Assad's forces have launched big counter-assaults in both cities. They appear to have beaten rebels back from neighbourhoods in the capital and are attacking Aleppo.
At the Syrian town of Azaz, a few miles south of the Turkish border, rebels appeared in control after heavy clashes over the past month in which they succeeded in driving government forces out of what had become a rubble-strewn ghost town.
The conflict has left Azaz in ruins, a Reuters correspondent who visited the town said. Burnt-out armoured personnel carriers sat on the roads where rebels had hit them with rocket-propelled grenades.
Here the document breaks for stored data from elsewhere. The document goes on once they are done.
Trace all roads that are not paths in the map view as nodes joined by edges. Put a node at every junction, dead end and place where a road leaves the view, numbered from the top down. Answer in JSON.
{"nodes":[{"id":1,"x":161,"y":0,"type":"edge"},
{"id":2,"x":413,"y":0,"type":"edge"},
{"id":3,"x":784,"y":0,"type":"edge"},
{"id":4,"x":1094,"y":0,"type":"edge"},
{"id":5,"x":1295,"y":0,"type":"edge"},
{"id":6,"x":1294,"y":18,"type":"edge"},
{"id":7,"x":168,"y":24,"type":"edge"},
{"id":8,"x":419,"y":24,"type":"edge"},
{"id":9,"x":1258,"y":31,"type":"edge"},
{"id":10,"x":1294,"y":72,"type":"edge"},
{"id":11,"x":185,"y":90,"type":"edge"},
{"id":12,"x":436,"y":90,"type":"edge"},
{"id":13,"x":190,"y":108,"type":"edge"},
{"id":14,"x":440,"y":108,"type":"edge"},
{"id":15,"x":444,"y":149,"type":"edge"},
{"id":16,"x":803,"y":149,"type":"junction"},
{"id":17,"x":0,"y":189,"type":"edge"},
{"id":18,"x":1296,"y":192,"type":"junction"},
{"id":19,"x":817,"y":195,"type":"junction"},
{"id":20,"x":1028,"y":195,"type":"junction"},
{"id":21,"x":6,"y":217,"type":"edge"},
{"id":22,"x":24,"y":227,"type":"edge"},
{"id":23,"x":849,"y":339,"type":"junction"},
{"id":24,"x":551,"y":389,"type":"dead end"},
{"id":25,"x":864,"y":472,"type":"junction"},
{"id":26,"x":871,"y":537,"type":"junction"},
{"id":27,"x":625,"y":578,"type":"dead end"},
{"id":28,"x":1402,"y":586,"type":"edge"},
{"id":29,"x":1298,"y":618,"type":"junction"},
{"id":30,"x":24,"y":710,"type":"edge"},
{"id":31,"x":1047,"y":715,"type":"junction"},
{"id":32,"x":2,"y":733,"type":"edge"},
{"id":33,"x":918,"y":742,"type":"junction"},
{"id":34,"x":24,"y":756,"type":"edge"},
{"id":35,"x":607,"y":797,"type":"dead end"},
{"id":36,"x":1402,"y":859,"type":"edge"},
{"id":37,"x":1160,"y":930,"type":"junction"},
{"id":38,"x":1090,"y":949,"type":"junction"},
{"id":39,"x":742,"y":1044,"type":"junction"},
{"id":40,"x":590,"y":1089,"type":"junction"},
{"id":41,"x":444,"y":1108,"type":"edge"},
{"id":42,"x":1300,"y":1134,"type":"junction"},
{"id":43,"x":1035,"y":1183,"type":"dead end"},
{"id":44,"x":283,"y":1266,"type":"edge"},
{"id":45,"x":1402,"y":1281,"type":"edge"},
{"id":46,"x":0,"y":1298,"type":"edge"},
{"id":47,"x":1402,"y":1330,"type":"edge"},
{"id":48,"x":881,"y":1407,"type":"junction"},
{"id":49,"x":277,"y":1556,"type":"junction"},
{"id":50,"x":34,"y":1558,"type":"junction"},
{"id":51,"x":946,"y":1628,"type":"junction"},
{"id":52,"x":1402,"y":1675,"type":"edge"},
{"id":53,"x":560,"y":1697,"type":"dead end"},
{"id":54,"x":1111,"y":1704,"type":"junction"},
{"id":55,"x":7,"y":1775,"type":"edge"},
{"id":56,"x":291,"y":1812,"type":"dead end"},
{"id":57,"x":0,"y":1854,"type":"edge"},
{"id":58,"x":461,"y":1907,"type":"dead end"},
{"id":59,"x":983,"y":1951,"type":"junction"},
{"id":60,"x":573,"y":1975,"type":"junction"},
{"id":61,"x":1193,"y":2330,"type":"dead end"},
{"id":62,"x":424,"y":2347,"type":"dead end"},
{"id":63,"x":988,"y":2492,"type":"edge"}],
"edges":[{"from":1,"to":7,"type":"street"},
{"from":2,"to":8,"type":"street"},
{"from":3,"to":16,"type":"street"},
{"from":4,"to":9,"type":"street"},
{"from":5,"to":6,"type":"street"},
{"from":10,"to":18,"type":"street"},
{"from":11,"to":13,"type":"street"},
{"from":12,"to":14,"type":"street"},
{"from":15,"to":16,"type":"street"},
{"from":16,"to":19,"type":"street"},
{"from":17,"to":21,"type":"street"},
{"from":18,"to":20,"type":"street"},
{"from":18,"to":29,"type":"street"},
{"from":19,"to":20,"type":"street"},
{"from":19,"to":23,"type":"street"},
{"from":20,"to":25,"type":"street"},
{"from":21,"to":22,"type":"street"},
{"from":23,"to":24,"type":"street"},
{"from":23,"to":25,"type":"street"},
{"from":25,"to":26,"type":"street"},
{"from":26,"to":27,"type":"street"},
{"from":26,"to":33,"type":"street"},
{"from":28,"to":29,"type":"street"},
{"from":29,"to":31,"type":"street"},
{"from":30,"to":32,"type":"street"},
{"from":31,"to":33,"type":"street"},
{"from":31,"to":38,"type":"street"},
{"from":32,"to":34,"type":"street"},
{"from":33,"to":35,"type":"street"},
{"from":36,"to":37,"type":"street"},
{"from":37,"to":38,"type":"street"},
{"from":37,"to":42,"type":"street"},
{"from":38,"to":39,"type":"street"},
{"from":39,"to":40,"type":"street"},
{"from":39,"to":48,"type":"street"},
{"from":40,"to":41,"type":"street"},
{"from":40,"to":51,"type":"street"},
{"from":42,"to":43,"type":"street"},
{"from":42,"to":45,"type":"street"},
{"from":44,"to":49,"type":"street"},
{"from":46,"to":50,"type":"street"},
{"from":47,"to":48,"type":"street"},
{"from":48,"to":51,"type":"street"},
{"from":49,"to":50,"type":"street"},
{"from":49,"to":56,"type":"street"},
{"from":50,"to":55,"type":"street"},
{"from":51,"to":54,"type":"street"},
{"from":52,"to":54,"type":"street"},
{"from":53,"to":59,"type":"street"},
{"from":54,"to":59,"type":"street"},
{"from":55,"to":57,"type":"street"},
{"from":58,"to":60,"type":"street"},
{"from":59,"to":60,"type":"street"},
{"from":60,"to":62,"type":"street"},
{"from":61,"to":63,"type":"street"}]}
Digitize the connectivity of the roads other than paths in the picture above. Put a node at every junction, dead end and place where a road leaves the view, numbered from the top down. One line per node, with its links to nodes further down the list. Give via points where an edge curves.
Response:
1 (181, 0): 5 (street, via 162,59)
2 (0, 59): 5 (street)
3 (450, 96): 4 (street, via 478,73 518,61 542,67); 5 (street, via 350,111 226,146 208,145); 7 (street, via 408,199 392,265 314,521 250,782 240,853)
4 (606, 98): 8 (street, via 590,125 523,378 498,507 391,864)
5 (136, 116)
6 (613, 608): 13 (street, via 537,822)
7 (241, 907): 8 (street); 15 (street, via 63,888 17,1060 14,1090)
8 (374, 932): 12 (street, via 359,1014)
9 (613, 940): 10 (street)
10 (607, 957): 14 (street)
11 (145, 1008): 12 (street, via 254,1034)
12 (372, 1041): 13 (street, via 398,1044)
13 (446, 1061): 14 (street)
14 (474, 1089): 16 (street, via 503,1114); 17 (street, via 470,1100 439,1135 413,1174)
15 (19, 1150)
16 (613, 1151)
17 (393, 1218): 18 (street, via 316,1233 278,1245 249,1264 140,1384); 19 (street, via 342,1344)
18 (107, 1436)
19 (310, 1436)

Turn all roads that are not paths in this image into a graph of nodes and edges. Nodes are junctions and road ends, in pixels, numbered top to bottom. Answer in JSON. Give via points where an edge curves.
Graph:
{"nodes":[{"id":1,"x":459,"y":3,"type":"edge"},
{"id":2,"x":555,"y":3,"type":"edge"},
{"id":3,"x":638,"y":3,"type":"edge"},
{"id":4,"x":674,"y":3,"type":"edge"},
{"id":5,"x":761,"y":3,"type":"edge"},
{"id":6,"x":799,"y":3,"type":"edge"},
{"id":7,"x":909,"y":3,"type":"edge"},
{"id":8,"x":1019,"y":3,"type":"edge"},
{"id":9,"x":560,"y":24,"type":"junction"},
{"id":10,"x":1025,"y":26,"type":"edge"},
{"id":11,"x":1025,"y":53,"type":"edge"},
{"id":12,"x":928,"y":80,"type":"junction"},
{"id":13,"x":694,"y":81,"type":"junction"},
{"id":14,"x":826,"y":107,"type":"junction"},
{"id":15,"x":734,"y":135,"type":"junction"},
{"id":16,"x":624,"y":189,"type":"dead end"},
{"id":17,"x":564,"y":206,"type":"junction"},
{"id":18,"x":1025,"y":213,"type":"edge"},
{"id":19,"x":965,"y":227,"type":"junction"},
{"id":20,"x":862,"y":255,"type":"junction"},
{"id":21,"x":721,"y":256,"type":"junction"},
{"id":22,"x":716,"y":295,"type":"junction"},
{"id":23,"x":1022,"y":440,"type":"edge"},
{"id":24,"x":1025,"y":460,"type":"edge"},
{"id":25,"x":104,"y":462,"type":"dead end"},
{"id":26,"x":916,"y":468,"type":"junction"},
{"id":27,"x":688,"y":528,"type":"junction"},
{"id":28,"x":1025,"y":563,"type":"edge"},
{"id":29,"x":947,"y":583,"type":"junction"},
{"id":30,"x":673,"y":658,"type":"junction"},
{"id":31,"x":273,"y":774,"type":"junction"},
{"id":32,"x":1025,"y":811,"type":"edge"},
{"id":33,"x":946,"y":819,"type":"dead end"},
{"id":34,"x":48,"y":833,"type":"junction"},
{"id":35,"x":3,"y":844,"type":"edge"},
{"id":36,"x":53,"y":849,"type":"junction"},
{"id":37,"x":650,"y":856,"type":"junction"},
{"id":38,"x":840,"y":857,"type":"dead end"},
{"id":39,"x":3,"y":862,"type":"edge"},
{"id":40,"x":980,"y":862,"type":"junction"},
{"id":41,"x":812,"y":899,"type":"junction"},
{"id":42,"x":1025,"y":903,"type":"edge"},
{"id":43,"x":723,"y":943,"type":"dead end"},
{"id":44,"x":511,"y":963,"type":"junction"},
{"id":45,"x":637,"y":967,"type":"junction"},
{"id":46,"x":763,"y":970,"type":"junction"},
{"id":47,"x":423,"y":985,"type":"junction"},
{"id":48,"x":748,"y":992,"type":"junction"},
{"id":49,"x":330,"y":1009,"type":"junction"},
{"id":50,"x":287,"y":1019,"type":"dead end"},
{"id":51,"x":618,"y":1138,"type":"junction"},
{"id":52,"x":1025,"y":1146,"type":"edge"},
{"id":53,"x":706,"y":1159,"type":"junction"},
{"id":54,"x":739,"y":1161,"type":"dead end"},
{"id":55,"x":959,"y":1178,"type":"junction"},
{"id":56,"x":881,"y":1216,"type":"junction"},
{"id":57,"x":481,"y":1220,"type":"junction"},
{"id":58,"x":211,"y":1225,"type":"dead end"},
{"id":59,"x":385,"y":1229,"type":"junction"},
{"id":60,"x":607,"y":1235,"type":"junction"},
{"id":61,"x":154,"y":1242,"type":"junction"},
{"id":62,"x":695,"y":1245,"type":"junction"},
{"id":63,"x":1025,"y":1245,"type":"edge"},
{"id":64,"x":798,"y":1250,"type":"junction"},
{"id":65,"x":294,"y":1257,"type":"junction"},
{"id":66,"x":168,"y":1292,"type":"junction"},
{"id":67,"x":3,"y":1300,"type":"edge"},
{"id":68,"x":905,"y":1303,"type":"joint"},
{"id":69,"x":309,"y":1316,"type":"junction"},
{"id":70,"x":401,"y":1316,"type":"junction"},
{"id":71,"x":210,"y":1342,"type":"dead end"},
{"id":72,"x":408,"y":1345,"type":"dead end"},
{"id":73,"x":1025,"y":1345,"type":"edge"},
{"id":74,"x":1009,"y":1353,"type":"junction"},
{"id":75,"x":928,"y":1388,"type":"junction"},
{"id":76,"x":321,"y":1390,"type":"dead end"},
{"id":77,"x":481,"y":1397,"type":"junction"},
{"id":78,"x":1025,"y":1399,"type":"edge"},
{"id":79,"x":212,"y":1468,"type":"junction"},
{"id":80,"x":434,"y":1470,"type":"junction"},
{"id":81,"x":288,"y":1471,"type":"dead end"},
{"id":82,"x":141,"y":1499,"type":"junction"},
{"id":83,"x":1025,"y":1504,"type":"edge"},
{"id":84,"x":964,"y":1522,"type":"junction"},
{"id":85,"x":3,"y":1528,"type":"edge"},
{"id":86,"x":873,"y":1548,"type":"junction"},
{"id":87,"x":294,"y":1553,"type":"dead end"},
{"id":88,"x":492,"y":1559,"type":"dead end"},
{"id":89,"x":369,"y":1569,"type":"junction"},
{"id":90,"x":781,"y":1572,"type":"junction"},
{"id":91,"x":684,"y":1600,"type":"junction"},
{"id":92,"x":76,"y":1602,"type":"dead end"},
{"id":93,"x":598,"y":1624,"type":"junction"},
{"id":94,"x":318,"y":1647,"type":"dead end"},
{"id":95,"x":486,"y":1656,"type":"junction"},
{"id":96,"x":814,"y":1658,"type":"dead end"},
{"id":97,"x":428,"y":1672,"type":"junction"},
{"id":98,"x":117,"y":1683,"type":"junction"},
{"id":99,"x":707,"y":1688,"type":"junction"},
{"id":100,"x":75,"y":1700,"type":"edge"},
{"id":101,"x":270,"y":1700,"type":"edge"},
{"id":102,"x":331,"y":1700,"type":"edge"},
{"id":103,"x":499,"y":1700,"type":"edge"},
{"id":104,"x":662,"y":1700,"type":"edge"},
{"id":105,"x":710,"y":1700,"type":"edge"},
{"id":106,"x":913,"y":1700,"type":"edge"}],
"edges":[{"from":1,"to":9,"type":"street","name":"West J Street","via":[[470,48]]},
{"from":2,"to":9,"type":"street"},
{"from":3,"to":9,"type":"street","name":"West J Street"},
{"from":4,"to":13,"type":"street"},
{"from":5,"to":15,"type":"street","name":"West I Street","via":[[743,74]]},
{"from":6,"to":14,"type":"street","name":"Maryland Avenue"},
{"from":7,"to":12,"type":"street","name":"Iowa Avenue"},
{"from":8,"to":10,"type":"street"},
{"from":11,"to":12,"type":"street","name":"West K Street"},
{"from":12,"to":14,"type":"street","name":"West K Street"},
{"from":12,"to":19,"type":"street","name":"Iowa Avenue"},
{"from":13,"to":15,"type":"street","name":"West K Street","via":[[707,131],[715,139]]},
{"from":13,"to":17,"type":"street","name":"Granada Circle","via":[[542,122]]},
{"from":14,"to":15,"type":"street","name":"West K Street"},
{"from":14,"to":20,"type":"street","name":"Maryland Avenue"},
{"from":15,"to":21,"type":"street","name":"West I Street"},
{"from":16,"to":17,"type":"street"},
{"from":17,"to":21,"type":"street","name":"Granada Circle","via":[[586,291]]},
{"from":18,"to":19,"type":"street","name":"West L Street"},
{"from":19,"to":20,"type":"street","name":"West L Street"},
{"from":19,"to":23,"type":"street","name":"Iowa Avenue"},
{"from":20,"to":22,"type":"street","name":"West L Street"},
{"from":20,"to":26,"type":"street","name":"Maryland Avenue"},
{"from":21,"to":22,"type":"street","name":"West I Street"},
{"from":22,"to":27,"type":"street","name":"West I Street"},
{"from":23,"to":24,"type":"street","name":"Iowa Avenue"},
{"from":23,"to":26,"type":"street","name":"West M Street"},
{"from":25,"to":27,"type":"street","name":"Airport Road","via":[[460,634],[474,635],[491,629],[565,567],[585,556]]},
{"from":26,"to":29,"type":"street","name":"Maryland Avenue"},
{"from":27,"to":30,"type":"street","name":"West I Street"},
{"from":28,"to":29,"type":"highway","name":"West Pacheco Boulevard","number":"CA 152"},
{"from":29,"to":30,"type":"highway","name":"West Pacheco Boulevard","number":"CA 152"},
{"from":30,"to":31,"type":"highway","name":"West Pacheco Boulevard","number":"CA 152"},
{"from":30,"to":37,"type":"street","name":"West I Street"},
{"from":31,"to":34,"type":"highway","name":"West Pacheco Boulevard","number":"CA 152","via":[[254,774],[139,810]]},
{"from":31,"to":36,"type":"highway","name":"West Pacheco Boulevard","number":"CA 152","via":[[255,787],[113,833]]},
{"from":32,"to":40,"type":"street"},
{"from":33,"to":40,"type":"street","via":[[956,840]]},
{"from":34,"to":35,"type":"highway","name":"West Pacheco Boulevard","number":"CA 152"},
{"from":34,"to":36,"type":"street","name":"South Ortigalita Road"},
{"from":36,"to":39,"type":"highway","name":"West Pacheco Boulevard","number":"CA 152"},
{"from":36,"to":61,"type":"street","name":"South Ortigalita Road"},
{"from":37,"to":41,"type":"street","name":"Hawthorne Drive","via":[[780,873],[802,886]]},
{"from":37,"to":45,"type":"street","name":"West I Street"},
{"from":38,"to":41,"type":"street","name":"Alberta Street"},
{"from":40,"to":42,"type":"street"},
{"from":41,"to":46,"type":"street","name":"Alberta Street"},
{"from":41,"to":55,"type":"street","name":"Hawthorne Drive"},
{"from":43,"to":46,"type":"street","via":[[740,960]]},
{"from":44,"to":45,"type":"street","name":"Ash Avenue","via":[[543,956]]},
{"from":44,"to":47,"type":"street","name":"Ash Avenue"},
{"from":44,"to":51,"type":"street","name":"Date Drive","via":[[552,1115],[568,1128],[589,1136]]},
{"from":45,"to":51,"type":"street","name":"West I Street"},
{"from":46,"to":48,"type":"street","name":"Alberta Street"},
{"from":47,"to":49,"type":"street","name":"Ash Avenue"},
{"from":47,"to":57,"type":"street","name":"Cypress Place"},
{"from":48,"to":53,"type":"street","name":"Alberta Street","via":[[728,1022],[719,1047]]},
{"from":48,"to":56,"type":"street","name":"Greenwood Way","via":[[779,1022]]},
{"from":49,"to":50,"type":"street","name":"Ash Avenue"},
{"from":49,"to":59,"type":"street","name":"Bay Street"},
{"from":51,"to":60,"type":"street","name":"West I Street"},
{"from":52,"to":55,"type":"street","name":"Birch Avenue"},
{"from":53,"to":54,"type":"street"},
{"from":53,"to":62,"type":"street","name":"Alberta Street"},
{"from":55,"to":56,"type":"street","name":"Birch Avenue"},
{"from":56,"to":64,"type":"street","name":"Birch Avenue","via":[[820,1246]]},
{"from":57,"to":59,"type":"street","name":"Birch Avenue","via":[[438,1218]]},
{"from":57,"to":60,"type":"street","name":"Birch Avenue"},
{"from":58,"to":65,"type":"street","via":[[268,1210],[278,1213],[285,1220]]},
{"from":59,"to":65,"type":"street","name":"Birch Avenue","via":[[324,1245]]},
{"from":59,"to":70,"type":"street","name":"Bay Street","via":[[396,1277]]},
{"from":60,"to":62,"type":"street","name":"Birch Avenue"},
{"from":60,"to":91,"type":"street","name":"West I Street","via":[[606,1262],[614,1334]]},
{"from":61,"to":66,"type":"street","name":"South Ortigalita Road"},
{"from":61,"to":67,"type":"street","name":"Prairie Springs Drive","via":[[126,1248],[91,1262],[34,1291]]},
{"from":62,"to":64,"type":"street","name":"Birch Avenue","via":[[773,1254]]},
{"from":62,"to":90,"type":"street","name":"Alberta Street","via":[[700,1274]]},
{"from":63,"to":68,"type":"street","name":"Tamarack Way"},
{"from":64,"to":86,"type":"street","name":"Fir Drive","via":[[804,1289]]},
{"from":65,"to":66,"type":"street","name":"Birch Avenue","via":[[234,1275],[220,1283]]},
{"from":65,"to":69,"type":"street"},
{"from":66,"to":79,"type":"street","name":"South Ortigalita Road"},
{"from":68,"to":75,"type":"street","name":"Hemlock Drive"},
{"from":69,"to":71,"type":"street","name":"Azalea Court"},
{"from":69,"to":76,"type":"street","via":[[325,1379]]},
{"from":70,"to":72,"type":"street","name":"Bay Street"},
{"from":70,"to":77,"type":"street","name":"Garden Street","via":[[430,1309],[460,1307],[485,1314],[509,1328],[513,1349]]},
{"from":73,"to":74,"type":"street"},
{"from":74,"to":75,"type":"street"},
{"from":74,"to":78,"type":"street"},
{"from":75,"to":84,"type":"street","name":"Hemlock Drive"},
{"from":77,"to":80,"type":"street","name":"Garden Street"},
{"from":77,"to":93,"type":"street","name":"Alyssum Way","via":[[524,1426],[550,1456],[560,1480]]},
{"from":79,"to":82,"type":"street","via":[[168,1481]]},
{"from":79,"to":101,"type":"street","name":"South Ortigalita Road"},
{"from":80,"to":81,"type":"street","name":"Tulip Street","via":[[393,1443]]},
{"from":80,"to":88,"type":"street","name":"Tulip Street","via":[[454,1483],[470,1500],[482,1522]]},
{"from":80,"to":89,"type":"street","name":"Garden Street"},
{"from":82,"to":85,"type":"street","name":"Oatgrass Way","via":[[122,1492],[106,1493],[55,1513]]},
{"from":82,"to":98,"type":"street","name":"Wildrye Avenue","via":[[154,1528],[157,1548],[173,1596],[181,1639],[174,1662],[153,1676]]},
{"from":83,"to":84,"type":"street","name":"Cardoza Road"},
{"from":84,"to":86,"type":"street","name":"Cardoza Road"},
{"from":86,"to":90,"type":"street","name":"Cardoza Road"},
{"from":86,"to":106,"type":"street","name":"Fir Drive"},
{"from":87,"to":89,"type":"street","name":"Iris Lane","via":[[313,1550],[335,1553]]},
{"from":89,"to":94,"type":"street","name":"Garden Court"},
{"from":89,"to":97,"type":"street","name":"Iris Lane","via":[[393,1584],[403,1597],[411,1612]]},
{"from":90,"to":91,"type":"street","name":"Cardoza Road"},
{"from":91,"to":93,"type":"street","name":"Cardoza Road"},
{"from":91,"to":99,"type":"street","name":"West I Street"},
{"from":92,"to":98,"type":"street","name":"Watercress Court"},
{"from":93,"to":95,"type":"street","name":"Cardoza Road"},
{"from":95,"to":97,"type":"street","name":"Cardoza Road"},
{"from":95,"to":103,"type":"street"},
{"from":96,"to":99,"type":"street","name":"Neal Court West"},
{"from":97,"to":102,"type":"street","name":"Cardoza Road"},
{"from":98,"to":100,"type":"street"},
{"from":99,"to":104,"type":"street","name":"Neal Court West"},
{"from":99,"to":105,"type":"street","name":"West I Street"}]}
Bullet casings were scattered everywhere.
Most residents fled during the latest fighting, which pushed Assad's forces out over the past month and ended in the rebels taking the Bab al-Salam border crossing with Turkey on Sunday.
The struggle for Aleppo could prompt an exodus across the Turkish border, where some Syrian refugees are already complaining about poor conditions in camps and have clashed with riot police in disputes over food and other issues this week.
"There is not enough food. They have broken our hearts, the Turks. Why are they doing this to us?" said a sobbing woman called Umm Omar, with her four children huddled next to her in a camp near the border.
In its most recent comment on the fighting, state-run Syrian television said on Wednesday that government troops were imposing security and stability in and around Aleppo.
"The terrorists are suffering terrible losses. Groups of them are throwing their weapons away and giving themselves up. Others are fleeing for the Turkish border," the television said.
Military experts believe an overstretched Syrian army is pulling back to concentrate on fighting insurgents in Aleppo and Damascus, important power centres for the government, while leaving outlying areas in the hands of rebels.
The uprising has entered a more violent phase in the past 10 days since rebels poured into Damascus in large numbers.
On July 18, an explosion killed four members of Assad's inner circle inside a security headquarters, a blow that wiped out much of the top echelon of his military command structure and shattered the reputation for invulnerability that his family has held since his father seized power in a coup in 1970.
Western powers have been calling for Assad to be removed from office for months, but they fear that he will fight to the end, raising the risk of sectarian warfare spreading across one of the world's most volatile regions.
U.N. Secretary-General Ban Ki-moon, addressing the Bosnian parliament in Sarajevo, said the world must unite to end the "slaughter" in Syria, recalling the inertia of the United Nations in 1995 during the Srebrenica massacre in Bosnia.
At the U.N. Security Council, members blamed each other for rising violence in Syria. Western states pledged to seek an end to the conflict outside the world body, while Russia warned of "likely catastrophic consequences" with that approach.
Russia, an ally of Syria, and China have repeatedly blocked Western-backed Security Council resolutions on Syria.
As the revolt against Assad intensifies, more Syrian officials have abandoned their posts. Syria's ambassador to the United Arab Emirates and his wife, who is Damascus's envoy to Cyprus, defected on Wednesday.
A military attaché at the Syrian embassy in Oman told Al Jazeera television he had also defected. "After the killing and bombardment and destruction of our people in Syria increased, and the massacres took place, this ... pushed me to defect from this regime," Mohammad Tahseen al-Faqir said.